0
$\begingroup$

Suppose I have a deterministic sequence $\{t_n\}$ that is uniformly distributed on $[0,1]$ (for example $t_n = \{ \pi n \}$, i.e the fractional part of $\pi n$) and a decreasing function $f : \mathbb{R} \rightarrow [0,1]$.

I think it is reasonable to expect that $\#\{t_k < f(k) : k \leq n \} \approx \sum_{k = 1}^n f(k)$ But I'm not sure how I could demonstrate something like that, nor what the correct error would be.

I know that $\#\{t_i < f(k) : i \leq n \} \approx f(k)n$ but I am unsure how I can translate that into a (rigorous) statement about $\#\{t_k < f(k) : k \leq n \} = \sum [t_k \leq f(k) \text{ and } k \leq n]$ where $[x]$ is Iverson's Bracket which is equal to $1$ if $x$ is true and $0$ if $x$ is false.

Edit: As chandok has pointed out, it is possible to pick a function and sequence where the above does not hold. If we require that $\#\{t_k < f(n) : k \leq n\}$ be unbounded, can we avoid "bad" functions?

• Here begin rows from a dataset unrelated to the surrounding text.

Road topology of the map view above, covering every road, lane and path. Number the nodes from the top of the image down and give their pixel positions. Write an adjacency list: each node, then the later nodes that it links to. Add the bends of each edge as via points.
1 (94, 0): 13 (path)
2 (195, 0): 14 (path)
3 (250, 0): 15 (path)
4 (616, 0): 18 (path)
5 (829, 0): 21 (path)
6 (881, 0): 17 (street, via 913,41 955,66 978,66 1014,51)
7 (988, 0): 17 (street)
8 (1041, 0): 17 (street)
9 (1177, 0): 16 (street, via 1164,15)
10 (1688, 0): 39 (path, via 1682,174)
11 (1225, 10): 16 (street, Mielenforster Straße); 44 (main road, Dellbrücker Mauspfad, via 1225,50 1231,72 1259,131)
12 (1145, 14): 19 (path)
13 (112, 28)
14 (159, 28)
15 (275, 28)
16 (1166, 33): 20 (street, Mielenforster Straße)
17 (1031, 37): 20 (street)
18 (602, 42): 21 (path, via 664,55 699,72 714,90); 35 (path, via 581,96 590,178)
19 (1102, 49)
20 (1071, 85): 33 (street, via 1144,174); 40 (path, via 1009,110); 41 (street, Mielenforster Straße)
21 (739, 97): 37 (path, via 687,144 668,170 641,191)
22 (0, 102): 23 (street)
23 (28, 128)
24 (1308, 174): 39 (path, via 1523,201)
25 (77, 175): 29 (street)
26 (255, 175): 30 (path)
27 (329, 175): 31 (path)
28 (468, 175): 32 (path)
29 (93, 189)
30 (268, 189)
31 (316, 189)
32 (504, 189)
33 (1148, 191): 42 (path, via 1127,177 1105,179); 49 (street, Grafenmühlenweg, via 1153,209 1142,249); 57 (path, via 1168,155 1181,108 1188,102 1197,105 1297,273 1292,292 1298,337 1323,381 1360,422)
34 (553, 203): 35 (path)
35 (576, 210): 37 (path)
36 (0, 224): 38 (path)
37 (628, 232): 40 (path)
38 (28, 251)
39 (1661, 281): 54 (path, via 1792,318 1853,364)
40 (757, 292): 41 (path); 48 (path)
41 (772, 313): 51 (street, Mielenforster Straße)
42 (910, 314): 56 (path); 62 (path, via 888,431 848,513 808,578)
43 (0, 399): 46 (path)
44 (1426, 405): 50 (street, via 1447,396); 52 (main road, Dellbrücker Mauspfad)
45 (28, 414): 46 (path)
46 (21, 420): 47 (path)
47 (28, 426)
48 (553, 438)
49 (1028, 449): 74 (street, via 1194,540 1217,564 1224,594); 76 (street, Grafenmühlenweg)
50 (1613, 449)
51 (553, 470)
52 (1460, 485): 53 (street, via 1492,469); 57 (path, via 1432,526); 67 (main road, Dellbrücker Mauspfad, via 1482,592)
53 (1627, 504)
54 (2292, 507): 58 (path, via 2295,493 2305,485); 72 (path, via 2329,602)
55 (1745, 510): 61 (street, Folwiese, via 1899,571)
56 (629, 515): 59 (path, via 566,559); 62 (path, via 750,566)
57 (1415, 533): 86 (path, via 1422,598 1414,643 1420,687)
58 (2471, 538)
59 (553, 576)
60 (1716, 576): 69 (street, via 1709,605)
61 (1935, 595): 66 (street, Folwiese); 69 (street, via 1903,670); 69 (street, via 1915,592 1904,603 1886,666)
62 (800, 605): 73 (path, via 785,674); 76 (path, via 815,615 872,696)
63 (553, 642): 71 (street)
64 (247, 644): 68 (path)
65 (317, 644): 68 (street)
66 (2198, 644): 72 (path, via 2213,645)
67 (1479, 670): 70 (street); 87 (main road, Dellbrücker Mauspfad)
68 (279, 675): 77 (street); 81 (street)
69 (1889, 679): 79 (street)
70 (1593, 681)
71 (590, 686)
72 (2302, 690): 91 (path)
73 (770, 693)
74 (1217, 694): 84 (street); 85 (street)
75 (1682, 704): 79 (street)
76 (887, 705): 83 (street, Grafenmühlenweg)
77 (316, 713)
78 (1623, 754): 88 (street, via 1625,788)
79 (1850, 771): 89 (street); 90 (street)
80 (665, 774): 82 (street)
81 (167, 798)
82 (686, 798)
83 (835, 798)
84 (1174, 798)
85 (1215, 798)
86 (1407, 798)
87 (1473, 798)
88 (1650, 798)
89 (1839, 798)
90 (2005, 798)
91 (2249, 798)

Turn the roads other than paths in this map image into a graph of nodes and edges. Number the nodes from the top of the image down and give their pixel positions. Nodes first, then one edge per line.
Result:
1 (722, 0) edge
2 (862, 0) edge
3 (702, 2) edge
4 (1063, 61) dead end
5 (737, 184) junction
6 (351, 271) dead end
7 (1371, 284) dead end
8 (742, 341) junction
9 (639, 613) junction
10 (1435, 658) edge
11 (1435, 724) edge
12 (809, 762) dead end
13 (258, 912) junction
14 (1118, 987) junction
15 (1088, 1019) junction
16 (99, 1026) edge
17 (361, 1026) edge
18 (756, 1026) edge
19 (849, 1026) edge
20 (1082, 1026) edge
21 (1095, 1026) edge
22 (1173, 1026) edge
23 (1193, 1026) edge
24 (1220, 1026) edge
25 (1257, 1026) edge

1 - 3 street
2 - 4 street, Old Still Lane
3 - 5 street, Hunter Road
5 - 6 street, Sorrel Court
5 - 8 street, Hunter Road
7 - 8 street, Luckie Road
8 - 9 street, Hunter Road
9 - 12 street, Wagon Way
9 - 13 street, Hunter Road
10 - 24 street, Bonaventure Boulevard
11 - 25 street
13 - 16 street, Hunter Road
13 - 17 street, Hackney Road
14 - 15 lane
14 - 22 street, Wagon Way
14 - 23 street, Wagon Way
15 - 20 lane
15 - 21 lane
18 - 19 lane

Edit 2: The motivation for this question comes from Estimating a sum containing a uniformly distributed but deterministic term .

1 Answers 1

0

The problem with deterministic "random" sequences is that you can easily use them to provide an object (here a decreasing function) against which they won't be "random" at all :

If you pick $f(k) = \inf \{t_m, 1 \leq m \leq k\} /2$, you have that $\#\{t_k < f(k) : k \leq n \} = \#\{t_k = 0 : k \leq n \}$.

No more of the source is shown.